No one is exempt from the law. Not even those who are supposed to enforce it. This is what Florida’s Highway Patrol officer Donna Jane Watts believed in October of 2011 when she apprehended Fausto Lopez, a Miami Police Officer, for clocking in at least 120 mph along a Florida turnpike in Broward County.
Although Lopez was driving a marked police vehicle, Watts was not sure if the driver was really a police officer since it didn’t seem like he was pursuing anyone. The recording on her dashboard camera indicates that he kept weaving in and out of traffic. The police chase ended with Watts yelling at Lopez to exit the vehicle with her gun drawn and later cuffing him. Lopez later admitted to the lapse in judgment with the excuse that he was late for an off-duty job and he was fired about a year after the incident.

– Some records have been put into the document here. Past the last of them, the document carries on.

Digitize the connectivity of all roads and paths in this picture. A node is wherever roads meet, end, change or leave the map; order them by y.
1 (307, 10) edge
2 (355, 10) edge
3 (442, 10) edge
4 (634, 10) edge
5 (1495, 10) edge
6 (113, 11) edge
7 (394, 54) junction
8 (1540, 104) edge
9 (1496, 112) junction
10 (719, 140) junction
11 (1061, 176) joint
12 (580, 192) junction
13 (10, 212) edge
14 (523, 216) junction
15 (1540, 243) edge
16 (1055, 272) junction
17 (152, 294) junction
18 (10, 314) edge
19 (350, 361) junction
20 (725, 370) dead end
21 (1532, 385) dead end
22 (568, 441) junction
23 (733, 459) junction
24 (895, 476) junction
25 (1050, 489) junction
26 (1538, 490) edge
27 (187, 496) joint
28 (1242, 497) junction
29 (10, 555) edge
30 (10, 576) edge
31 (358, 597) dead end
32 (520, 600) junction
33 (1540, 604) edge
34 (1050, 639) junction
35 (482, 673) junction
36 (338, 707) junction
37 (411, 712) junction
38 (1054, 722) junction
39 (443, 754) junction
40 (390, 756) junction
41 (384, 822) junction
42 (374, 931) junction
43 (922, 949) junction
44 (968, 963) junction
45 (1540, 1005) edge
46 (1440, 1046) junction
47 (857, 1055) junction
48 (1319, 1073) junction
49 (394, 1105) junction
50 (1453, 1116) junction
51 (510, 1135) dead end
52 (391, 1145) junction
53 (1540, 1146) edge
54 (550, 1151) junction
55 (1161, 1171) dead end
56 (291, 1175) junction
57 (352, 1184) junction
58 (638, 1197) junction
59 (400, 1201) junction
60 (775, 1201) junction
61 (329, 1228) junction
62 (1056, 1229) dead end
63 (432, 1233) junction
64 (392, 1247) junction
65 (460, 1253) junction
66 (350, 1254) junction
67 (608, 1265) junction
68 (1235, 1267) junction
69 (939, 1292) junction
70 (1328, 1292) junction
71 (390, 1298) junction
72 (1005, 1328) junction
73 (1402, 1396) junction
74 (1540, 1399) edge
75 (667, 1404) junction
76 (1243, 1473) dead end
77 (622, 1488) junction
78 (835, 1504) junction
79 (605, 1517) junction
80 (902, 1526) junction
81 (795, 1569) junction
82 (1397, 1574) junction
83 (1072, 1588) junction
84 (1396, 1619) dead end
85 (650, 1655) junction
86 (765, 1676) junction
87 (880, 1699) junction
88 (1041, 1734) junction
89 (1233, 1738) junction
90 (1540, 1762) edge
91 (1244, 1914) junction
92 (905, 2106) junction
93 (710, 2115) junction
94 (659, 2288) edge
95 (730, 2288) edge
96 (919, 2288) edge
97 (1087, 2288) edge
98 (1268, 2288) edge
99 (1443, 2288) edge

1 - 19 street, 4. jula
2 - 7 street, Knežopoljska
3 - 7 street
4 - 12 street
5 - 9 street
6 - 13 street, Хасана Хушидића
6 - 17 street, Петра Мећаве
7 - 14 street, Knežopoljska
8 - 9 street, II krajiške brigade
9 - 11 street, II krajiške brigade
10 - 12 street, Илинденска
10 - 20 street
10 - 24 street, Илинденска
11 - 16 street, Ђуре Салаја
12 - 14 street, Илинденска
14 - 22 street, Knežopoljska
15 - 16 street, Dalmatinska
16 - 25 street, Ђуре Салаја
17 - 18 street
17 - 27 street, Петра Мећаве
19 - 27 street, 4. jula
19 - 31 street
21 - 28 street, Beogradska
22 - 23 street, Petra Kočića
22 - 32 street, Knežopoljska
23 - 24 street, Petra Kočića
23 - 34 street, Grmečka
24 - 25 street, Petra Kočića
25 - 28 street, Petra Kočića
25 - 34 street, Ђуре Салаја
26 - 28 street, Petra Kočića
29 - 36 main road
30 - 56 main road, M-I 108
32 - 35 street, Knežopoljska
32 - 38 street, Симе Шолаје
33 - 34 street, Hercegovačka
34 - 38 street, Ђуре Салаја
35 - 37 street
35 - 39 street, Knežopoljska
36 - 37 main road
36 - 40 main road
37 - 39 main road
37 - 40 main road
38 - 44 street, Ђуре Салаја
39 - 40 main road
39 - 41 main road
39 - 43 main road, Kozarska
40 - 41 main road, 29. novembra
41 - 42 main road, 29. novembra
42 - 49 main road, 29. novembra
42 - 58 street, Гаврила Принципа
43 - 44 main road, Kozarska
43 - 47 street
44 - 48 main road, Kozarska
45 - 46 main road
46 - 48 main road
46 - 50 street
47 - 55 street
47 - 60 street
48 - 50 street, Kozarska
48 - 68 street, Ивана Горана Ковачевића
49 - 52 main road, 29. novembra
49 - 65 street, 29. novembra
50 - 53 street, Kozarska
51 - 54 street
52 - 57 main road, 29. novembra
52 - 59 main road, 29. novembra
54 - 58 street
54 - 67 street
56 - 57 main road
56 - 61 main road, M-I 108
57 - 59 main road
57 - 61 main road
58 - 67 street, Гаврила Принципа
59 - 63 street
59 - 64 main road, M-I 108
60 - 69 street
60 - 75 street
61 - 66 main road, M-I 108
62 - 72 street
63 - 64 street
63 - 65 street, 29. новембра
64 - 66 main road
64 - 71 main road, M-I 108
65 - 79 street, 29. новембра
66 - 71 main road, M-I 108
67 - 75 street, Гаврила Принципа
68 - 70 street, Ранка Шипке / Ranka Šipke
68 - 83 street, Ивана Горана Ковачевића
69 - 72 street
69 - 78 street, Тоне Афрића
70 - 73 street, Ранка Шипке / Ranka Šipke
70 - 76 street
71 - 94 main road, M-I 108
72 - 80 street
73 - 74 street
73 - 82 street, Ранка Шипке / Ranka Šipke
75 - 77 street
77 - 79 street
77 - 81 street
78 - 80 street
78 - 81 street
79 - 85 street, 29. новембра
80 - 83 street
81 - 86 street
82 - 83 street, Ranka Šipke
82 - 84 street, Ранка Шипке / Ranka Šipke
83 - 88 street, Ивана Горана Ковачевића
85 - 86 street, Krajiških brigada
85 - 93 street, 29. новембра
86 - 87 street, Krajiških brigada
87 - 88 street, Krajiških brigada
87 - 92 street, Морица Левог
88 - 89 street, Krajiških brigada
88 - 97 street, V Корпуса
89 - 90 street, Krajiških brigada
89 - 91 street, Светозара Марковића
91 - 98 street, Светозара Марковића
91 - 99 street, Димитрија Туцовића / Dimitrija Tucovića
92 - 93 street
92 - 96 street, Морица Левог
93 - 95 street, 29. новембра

This seemingly began a series of events that led to Watts being embroiled in a legal battle against other cops and law enforcement agencies. Watts suspected something was amiss after receiving spurious phone calls, threats and seeing police vehicles frequently parked in the vicinity of the cul-de-sac where she lived. She learned from her attorney that her personal information was accessed by 88 police officers from 25 different agencies about 200 times. They allegedly obtained her personal information with no reference to any ongoing investigation against her.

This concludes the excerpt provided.